• **WHAT THIS TASK INVOLVES**: This exercise asks for every line of the material that contains the word "highway".

• **DATA LISTING**:
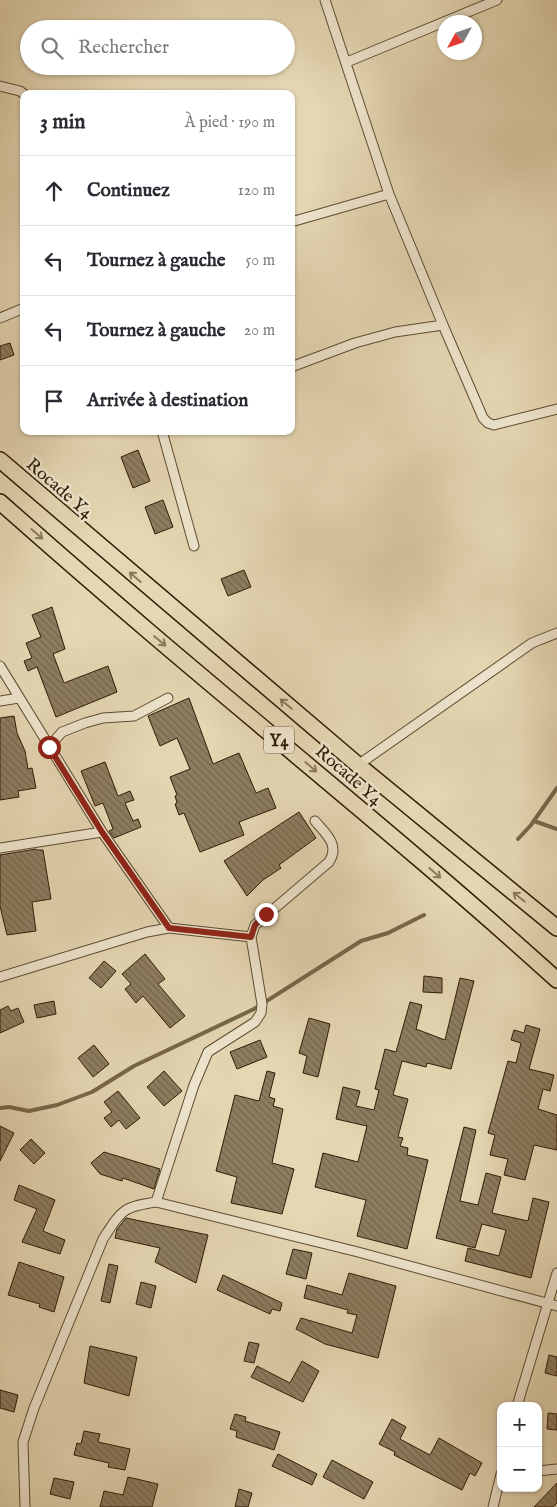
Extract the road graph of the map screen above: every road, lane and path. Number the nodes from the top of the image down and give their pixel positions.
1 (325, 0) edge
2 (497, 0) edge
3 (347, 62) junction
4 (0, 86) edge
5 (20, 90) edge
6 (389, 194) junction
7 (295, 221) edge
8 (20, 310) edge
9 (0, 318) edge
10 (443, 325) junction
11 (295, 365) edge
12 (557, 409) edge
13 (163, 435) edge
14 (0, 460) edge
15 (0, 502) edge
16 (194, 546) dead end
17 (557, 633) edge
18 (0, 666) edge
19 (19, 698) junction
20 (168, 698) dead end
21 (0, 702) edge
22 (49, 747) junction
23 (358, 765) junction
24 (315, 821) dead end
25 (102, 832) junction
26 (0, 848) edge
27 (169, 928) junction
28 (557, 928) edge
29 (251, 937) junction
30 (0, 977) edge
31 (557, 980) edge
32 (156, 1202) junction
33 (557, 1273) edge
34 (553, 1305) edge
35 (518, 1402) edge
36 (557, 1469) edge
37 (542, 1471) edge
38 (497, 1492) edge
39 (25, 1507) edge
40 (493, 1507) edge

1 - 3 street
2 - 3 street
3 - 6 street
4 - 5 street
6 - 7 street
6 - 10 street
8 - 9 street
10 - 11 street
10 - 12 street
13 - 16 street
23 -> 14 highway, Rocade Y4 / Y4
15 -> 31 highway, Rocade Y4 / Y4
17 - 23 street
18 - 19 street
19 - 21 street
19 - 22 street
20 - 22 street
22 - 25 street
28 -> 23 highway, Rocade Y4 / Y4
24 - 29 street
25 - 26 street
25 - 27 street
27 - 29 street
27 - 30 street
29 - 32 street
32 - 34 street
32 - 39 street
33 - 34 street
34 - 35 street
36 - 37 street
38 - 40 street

• **OUTPUT BELOW**:
23 -> 14 highway, Rocade Y4 / Y4
15 -> 31 highway, Rocade Y4 / Y4
28 -> 23 highway, Rocade Y4 / Y4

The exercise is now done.